> **Material provided**
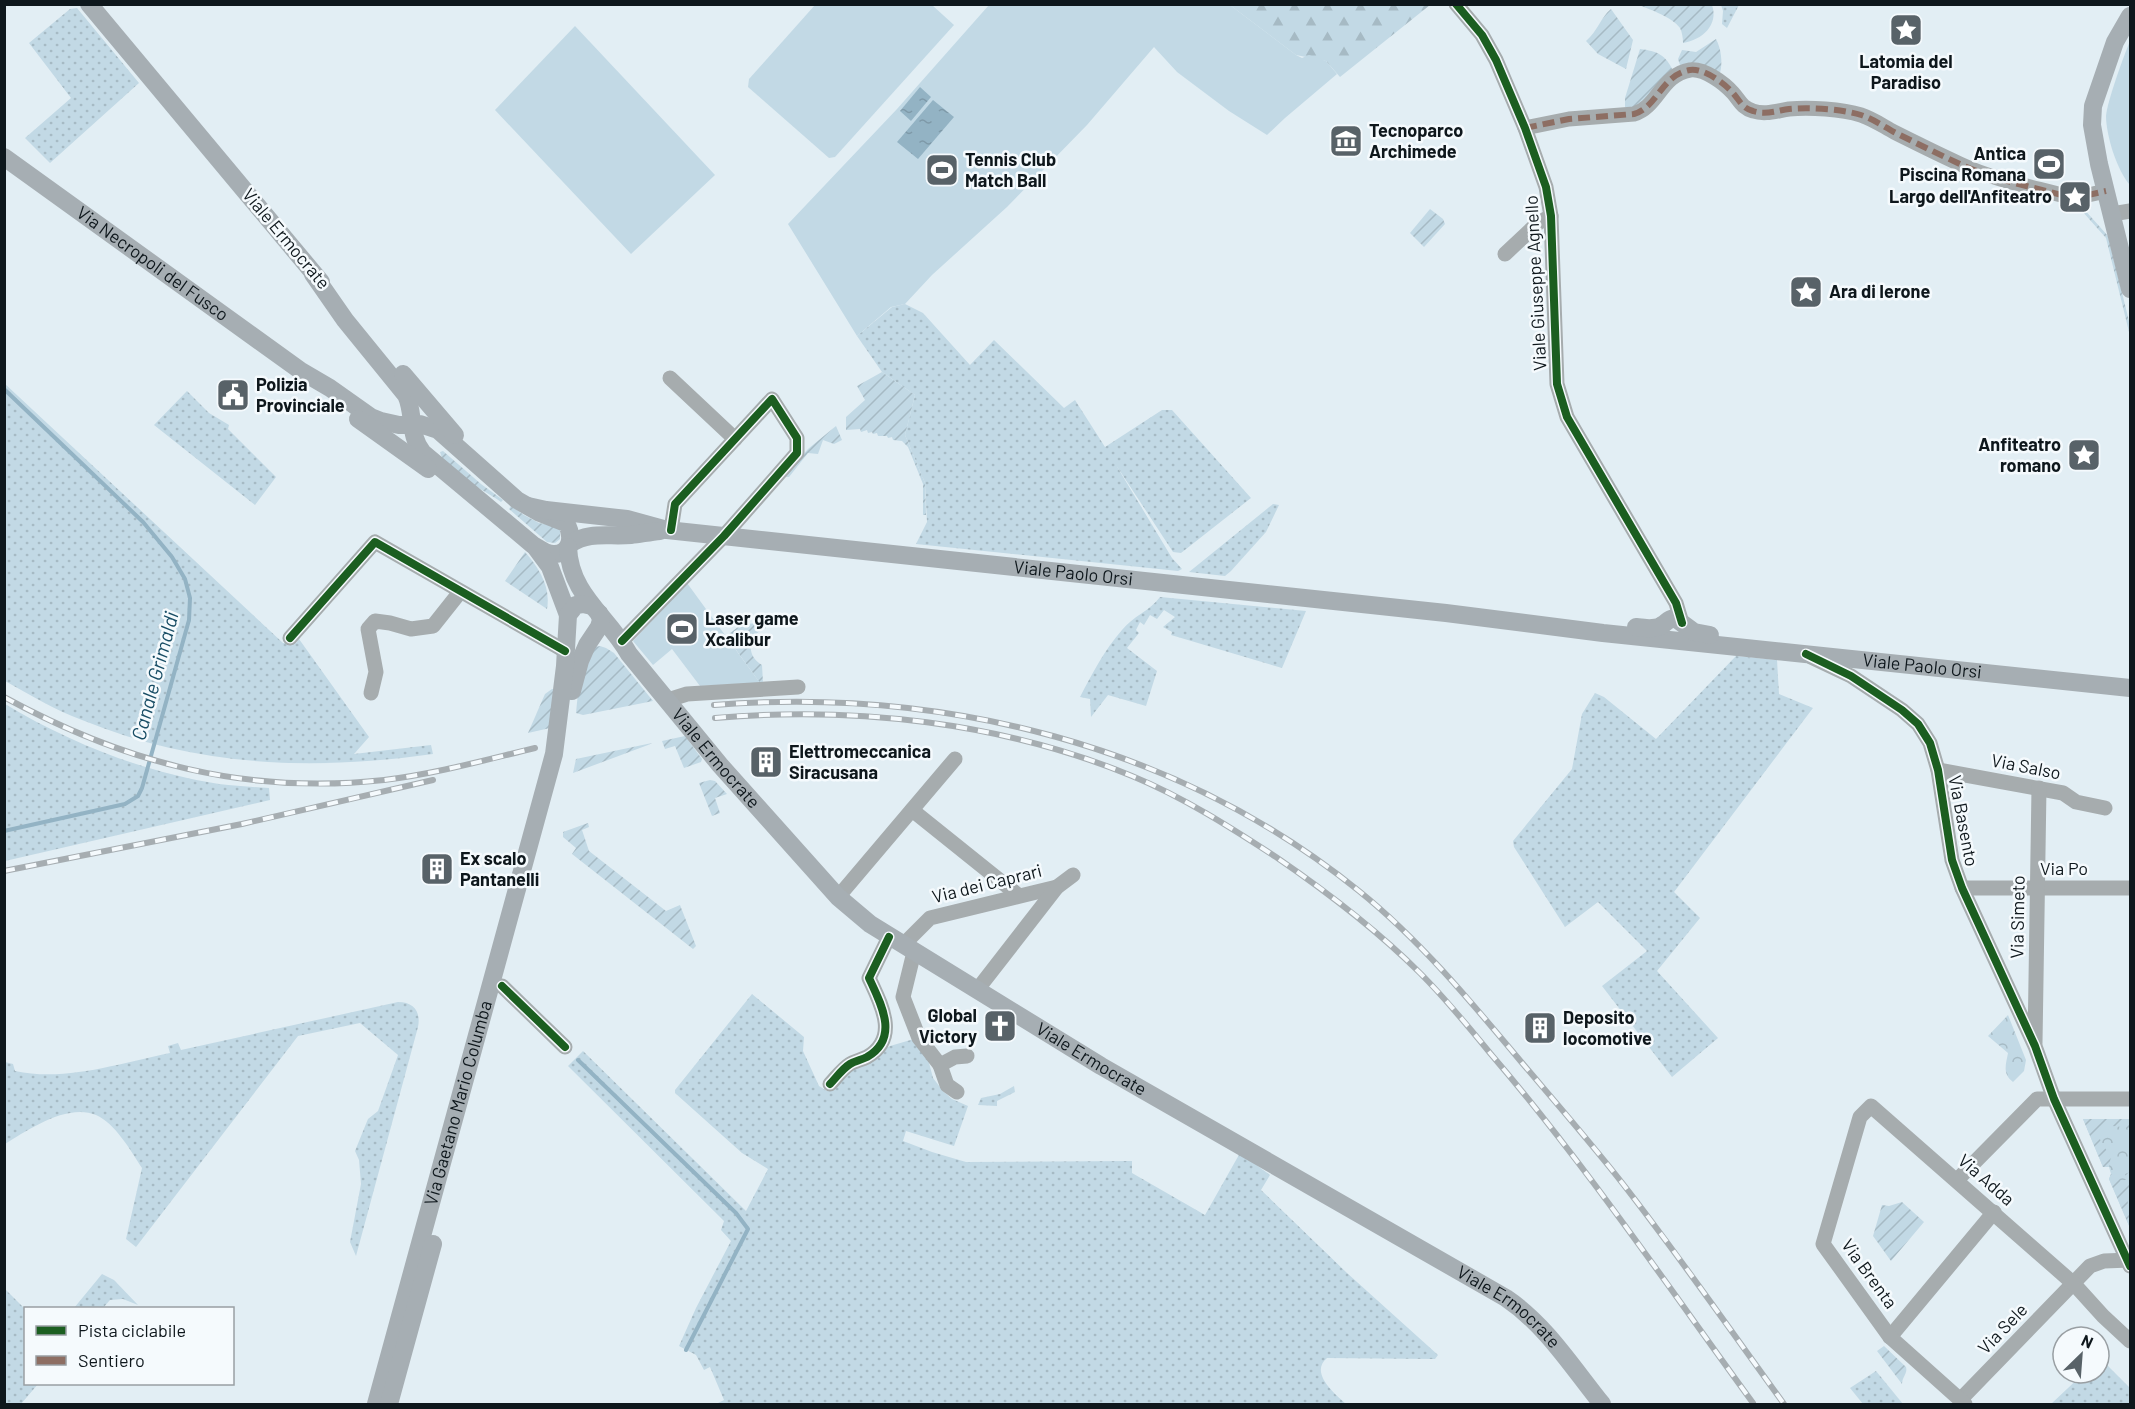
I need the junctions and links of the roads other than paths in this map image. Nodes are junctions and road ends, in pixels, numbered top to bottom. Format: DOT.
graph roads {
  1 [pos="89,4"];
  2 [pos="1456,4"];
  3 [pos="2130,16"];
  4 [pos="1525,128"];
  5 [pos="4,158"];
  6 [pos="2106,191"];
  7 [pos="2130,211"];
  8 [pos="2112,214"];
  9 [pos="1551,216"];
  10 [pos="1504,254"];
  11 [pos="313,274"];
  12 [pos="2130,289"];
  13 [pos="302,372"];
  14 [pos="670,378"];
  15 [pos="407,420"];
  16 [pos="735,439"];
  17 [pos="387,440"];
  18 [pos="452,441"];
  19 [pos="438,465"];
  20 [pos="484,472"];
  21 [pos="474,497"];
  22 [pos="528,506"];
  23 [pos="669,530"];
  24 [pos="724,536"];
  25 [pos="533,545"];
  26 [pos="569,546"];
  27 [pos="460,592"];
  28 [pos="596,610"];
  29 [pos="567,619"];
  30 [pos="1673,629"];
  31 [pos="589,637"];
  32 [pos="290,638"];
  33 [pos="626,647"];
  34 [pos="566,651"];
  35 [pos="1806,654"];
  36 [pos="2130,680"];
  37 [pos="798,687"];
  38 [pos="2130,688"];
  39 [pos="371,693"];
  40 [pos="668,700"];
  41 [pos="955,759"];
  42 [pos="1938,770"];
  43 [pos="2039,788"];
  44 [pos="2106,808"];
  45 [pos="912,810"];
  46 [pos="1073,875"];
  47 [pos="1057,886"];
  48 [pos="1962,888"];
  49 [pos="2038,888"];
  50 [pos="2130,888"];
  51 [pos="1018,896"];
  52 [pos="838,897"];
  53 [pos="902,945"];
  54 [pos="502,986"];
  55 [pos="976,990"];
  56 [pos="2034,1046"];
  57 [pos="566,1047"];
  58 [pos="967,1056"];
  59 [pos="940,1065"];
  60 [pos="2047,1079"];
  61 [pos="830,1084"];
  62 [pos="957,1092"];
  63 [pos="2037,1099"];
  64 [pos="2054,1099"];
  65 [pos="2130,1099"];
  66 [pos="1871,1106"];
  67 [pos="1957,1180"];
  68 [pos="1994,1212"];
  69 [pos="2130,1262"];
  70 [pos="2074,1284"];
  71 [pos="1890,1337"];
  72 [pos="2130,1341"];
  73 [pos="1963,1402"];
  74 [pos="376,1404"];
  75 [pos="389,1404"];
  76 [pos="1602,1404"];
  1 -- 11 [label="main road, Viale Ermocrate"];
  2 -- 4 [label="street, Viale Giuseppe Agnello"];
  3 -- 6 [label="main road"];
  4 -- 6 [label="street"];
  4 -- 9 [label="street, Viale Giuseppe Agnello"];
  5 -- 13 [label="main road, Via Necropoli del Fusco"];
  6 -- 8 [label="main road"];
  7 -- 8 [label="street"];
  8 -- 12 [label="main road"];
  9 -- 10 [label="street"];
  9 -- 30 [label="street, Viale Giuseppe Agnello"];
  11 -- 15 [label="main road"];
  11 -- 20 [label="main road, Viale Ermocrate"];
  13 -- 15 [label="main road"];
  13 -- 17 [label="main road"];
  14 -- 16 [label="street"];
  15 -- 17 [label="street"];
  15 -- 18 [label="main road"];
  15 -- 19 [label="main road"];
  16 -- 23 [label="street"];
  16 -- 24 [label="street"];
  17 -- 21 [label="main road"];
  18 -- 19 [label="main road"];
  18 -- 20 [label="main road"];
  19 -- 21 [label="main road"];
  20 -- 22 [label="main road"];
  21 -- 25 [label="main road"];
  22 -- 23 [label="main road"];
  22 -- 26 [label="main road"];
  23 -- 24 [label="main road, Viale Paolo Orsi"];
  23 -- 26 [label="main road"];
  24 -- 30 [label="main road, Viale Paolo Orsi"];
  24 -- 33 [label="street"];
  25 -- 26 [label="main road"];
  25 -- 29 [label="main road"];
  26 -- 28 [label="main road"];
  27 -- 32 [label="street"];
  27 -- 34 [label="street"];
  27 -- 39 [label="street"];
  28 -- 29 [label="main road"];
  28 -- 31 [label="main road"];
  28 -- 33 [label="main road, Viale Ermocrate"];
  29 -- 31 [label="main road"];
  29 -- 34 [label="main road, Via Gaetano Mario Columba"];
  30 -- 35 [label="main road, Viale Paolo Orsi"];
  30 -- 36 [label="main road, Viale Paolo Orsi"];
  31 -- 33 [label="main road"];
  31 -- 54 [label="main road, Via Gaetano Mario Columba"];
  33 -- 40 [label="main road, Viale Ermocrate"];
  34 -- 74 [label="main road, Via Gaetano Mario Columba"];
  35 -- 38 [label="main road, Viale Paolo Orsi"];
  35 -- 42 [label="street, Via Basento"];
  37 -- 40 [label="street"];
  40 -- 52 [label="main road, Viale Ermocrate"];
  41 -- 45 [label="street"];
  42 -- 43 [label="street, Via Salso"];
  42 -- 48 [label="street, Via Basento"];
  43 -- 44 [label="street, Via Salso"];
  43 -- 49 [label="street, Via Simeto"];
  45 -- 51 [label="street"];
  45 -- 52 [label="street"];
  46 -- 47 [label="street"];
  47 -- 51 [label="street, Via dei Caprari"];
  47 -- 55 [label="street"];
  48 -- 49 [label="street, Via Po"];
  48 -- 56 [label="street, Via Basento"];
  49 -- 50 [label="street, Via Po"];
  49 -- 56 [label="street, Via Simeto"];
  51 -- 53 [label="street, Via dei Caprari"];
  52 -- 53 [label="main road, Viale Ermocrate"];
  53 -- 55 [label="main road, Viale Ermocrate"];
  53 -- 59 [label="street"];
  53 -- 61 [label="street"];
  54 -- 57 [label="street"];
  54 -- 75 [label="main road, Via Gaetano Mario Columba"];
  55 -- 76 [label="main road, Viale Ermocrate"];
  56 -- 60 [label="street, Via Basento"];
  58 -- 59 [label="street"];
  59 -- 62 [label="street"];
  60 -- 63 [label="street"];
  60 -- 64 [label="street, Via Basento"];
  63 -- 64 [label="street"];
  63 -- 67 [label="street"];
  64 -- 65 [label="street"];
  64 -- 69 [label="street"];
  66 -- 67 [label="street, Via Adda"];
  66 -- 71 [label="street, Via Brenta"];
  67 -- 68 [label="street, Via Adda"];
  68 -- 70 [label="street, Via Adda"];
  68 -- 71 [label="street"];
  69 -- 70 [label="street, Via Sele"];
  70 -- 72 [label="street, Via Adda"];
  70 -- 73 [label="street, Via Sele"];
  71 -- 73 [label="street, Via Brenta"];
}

> **Description of the task**
The answer should be one number, the count of lines above that contain "Adda".

> **Answer area**
4